(Images with bounding boxes)
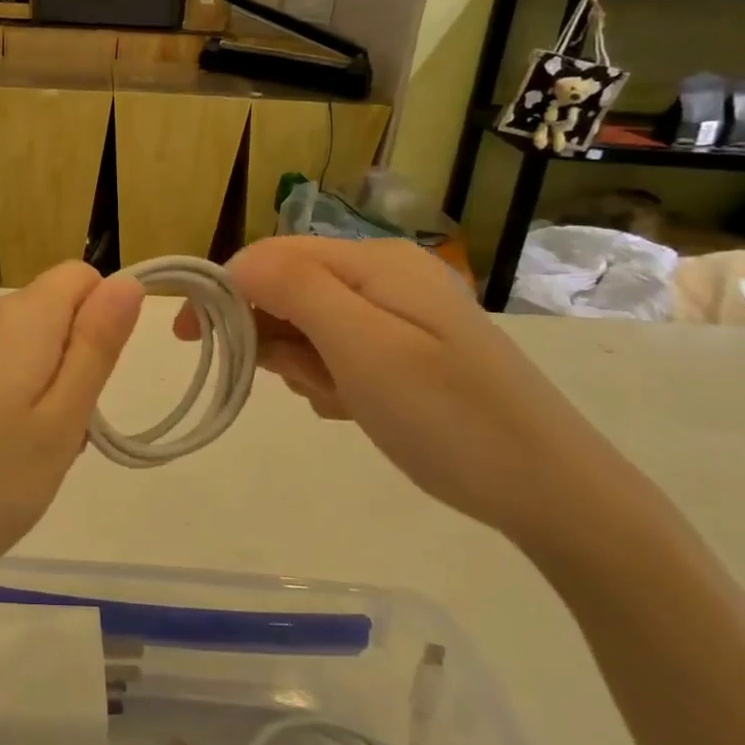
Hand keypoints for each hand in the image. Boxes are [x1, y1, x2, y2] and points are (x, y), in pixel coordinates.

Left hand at [0, 263, 142, 613]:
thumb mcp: (59, 424)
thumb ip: (96, 347)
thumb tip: (127, 282)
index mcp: (16, 316)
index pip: (81, 278)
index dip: (99, 326)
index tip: (85, 389)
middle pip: (49, 314)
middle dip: (66, 365)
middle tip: (51, 442)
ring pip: (16, 342)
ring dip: (32, 386)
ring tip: (13, 457)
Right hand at [177, 237, 623, 544]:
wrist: (551, 489)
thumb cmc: (447, 416)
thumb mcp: (363, 348)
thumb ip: (297, 291)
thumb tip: (239, 262)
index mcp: (373, 261)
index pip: (271, 255)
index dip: (224, 289)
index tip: (192, 340)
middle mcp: (384, 274)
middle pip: (289, 287)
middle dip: (273, 335)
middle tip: (301, 383)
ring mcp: (399, 312)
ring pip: (309, 323)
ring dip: (302, 363)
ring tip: (338, 401)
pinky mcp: (407, 348)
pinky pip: (339, 349)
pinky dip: (329, 377)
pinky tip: (352, 408)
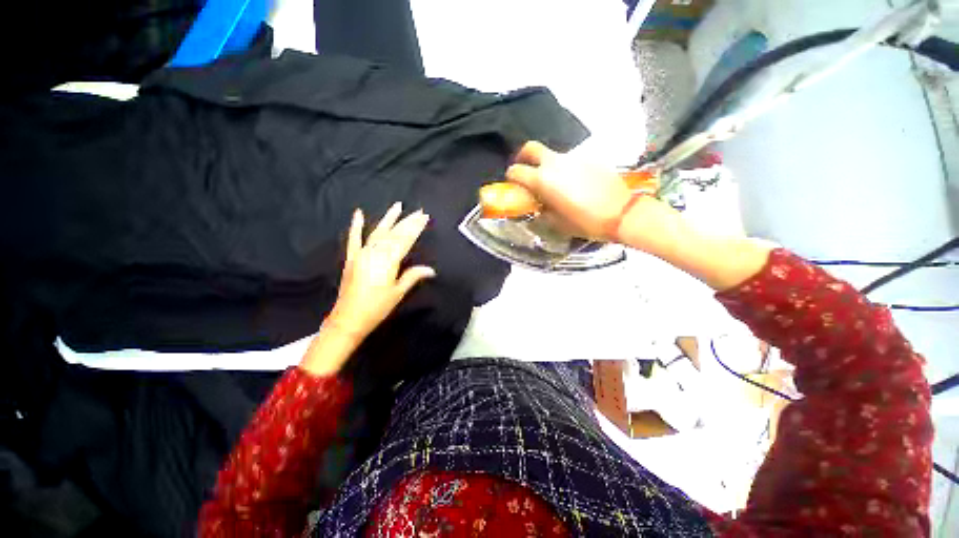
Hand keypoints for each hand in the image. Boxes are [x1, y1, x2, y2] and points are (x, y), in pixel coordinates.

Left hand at [330, 202, 434, 339]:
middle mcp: (374, 253)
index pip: (405, 240)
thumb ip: (412, 276)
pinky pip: (354, 239)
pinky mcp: (352, 258)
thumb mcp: (398, 293)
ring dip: (388, 219)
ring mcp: (361, 254)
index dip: (415, 228)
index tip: (424, 217)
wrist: (348, 319)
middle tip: (418, 211)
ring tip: (397, 206)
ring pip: (377, 232)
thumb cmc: (377, 308)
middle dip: (407, 221)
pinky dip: (356, 226)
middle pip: (394, 234)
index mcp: (388, 262)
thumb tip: (431, 269)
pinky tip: (359, 213)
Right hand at [505, 141, 631, 240]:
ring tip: (553, 183)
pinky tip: (573, 184)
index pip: (517, 170)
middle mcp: (555, 164)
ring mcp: (573, 158)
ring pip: (552, 156)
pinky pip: (570, 161)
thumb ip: (541, 211)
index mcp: (543, 180)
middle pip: (531, 148)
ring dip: (546, 166)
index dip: (511, 176)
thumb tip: (537, 205)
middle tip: (525, 169)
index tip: (512, 182)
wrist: (622, 213)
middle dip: (523, 156)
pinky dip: (565, 169)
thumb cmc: (585, 222)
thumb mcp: (556, 223)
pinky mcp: (589, 159)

## [Try it]
Output all the records above again exactly, with the pictures dropped.

## [Response to this task]
Hand keypoints for each hand in the image. Boxes are [x1, y1, x2, y2] and points are (x, y), in pixel coordinates.

Left hand at [0, 263, 142, 613]:
thumb mcp: (59, 424)
thumb ip: (96, 347)
thumb tip: (127, 282)
index mcp: (16, 316)
index pip: (81, 278)
index dip: (99, 326)
index tip: (85, 389)
middle pip: (49, 314)
middle dip: (66, 365)
middle tip: (51, 442)
ring pip: (16, 342)
ring dip: (32, 386)
ring tip: (13, 457)
Right hand at [177, 237, 623, 544]:
wrist: (551, 489)
thumb cmc: (447, 416)
thumb mcp: (363, 348)
thumb ip: (297, 291)
thumb tip: (239, 262)
index mcp: (373, 261)
index pip: (271, 255)
index dip: (224, 289)
index tip: (192, 340)
middle mcp: (384, 274)
middle pip: (289, 287)
middle dip: (273, 335)
middle tip: (301, 383)
ring mcp: (399, 312)
ring pip: (309, 323)
ring dip: (302, 363)
ring tip: (338, 401)
pinky mcp: (407, 348)
pinky pip: (339, 349)
pinky dip: (329, 377)
pinky tip: (352, 408)
Hand keypoints for each hand in the image. Boxes are [x1, y1, x2, y2] and points are (x, y), in pixel coordinates.

Left hand at [330, 202, 434, 339]:
middle mcp: (374, 253)
index pip: (405, 240)
thumb ip: (412, 276)
pinky pip: (354, 239)
pinky mcp: (352, 258)
thumb mcp: (398, 293)
ring dip: (388, 219)
ring mcp: (361, 254)
index dip: (415, 228)
index tip: (424, 217)
wrist: (348, 319)
middle tip: (418, 211)
ring tip: (397, 206)
ring pip: (377, 232)
thumb cmc: (377, 308)
middle dip: (407, 221)
pinky dip: (356, 226)
middle pip: (394, 234)
index mcp: (388, 262)
thumb tip: (431, 269)
pinky tip: (359, 213)
Right hand at [505, 141, 631, 240]:
ring tip: (553, 183)
pinky tip: (573, 184)
index pip: (517, 170)
middle mcp: (555, 164)
ring mcp: (573, 158)
ring pip: (552, 156)
pinky pip: (570, 161)
thumb ip: (541, 211)
index mcp: (543, 180)
middle pip: (531, 148)
ring dip: (546, 166)
index dip: (511, 176)
thumb tip: (537, 205)
middle tip: (525, 169)
index tip: (512, 182)
wrist: (622, 213)
middle dip: (523, 156)
pinky dip: (565, 169)
thumb cmc: (585, 222)
thumb mcp: (556, 223)
pinky mcp: (589, 159)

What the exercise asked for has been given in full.